------ Available data

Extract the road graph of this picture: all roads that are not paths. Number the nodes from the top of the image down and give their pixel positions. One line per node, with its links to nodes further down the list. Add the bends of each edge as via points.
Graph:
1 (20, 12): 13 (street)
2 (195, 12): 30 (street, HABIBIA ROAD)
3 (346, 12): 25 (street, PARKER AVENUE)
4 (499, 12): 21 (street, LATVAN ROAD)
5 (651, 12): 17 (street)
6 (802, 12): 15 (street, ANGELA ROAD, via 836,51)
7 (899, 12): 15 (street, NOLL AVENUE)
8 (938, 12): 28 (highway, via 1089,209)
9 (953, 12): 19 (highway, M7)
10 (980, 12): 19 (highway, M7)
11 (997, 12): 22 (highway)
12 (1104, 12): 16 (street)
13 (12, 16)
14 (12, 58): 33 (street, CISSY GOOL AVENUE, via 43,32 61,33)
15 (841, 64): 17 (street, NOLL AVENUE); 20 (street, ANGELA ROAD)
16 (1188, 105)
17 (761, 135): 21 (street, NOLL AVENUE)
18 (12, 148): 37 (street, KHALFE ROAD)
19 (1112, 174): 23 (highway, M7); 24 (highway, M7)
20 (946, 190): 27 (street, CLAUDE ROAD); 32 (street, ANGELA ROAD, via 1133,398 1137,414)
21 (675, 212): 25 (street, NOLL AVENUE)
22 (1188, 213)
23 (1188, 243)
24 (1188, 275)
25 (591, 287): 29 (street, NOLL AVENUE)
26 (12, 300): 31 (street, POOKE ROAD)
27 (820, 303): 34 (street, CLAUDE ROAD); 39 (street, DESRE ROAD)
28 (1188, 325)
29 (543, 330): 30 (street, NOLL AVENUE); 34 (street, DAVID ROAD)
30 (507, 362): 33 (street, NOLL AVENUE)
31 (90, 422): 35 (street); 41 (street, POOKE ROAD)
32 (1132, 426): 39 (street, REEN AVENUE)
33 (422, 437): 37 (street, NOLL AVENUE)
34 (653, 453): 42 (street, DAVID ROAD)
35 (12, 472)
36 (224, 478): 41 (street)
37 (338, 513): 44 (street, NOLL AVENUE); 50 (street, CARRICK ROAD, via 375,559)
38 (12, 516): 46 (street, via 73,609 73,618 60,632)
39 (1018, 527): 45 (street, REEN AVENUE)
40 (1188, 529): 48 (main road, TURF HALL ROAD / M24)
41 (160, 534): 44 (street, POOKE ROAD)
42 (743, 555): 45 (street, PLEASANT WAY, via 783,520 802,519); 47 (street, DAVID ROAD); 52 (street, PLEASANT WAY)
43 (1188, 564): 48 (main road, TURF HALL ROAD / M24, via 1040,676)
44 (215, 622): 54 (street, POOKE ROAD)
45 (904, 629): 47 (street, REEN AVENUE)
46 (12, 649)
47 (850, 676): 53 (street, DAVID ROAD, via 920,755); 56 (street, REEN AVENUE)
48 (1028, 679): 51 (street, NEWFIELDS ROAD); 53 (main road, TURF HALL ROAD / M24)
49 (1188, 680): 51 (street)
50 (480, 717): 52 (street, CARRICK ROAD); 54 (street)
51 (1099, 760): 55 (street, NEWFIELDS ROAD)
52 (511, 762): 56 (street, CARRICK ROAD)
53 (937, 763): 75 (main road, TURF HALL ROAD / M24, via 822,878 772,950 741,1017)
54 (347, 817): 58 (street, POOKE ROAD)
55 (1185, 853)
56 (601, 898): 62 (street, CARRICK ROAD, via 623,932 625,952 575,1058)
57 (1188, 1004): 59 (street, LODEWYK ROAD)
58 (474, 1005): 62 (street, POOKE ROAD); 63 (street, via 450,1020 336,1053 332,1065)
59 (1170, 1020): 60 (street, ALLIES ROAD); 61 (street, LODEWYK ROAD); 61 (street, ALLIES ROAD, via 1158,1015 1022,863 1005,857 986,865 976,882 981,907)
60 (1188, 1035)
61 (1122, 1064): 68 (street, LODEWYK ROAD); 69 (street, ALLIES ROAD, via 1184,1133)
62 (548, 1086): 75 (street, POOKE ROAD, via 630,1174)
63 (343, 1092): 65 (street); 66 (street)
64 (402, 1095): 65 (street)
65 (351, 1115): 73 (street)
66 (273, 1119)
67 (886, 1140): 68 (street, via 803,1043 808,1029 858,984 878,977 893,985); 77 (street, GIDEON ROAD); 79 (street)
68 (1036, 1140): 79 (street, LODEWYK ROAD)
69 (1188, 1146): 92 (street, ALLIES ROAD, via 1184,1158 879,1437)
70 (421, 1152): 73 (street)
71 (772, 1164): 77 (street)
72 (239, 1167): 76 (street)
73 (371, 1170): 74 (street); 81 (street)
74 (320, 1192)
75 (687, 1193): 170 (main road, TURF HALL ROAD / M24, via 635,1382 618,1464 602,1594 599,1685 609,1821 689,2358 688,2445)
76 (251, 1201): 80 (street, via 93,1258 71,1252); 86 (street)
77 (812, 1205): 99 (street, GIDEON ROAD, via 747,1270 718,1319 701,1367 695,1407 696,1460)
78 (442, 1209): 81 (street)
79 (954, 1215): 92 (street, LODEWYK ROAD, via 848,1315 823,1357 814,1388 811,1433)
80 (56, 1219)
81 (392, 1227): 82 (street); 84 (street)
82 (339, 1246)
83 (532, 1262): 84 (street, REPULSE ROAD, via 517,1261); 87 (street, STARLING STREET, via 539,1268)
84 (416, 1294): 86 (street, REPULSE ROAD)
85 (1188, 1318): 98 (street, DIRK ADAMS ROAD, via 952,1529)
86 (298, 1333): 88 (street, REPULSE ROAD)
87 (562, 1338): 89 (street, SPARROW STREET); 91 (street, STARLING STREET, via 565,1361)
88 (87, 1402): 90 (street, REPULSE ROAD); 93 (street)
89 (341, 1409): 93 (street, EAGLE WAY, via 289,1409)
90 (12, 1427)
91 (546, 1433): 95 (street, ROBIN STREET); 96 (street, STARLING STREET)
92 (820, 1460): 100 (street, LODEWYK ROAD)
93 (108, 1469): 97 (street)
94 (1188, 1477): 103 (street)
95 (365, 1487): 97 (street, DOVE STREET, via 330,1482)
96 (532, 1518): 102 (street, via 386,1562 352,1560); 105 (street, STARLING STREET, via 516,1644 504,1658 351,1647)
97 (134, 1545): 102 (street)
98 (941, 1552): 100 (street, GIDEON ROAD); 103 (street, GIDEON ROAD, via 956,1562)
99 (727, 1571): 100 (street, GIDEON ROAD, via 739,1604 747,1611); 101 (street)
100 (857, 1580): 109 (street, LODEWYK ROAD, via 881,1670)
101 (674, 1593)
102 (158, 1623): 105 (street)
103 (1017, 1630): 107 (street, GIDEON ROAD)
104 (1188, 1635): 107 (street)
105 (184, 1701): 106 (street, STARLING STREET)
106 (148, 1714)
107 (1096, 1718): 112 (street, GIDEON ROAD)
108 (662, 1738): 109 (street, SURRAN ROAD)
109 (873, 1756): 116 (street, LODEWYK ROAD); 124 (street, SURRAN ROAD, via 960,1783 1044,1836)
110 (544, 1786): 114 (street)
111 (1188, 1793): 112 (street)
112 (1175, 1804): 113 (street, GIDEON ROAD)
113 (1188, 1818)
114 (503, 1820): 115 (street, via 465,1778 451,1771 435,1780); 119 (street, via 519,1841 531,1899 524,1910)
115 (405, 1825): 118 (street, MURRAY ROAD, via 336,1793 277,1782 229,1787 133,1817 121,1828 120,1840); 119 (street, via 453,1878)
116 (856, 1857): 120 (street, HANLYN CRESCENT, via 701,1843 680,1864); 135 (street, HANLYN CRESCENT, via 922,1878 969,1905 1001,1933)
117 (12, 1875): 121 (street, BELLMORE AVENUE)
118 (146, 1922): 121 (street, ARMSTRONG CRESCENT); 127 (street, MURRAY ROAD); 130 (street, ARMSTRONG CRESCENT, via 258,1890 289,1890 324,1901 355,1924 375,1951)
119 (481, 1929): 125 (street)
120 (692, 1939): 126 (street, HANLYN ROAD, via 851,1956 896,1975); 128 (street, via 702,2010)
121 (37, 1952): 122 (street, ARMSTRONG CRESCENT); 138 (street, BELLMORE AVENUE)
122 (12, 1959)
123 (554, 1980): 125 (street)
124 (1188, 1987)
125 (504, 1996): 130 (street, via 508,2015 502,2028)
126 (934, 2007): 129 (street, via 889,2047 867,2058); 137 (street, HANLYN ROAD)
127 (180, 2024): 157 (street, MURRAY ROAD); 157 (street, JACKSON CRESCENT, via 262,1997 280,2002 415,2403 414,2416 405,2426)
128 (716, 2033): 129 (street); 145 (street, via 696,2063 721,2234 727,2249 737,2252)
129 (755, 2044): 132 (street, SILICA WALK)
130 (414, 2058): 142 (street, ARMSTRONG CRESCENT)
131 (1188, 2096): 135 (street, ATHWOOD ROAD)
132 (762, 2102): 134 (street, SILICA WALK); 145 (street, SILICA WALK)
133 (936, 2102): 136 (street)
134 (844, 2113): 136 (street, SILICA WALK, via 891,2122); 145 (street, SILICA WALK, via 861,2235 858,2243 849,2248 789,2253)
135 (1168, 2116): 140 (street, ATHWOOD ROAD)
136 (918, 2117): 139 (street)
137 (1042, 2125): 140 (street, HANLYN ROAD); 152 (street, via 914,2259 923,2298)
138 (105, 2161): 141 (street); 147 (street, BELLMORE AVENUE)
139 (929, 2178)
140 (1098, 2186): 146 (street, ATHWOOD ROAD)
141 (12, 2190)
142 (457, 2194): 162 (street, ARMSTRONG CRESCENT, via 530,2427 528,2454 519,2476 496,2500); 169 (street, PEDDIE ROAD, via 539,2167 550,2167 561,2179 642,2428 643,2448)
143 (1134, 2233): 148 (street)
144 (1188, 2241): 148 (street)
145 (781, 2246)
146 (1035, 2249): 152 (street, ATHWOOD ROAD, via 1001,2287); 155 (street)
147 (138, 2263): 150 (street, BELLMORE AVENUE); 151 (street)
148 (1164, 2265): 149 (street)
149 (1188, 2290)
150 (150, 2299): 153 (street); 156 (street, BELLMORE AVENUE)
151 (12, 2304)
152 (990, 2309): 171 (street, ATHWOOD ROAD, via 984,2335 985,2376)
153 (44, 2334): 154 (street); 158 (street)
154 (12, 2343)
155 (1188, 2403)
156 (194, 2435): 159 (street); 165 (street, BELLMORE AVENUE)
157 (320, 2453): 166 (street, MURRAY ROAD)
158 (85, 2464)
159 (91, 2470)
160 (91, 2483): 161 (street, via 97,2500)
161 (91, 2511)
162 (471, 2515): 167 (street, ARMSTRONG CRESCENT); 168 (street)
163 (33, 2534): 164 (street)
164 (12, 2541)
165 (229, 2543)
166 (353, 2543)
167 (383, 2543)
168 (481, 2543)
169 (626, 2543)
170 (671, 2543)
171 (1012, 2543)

------------

What you are asked to do: One number is the expected answer: the count of lines above that hold the word "NOLL".

Exercise answer: 9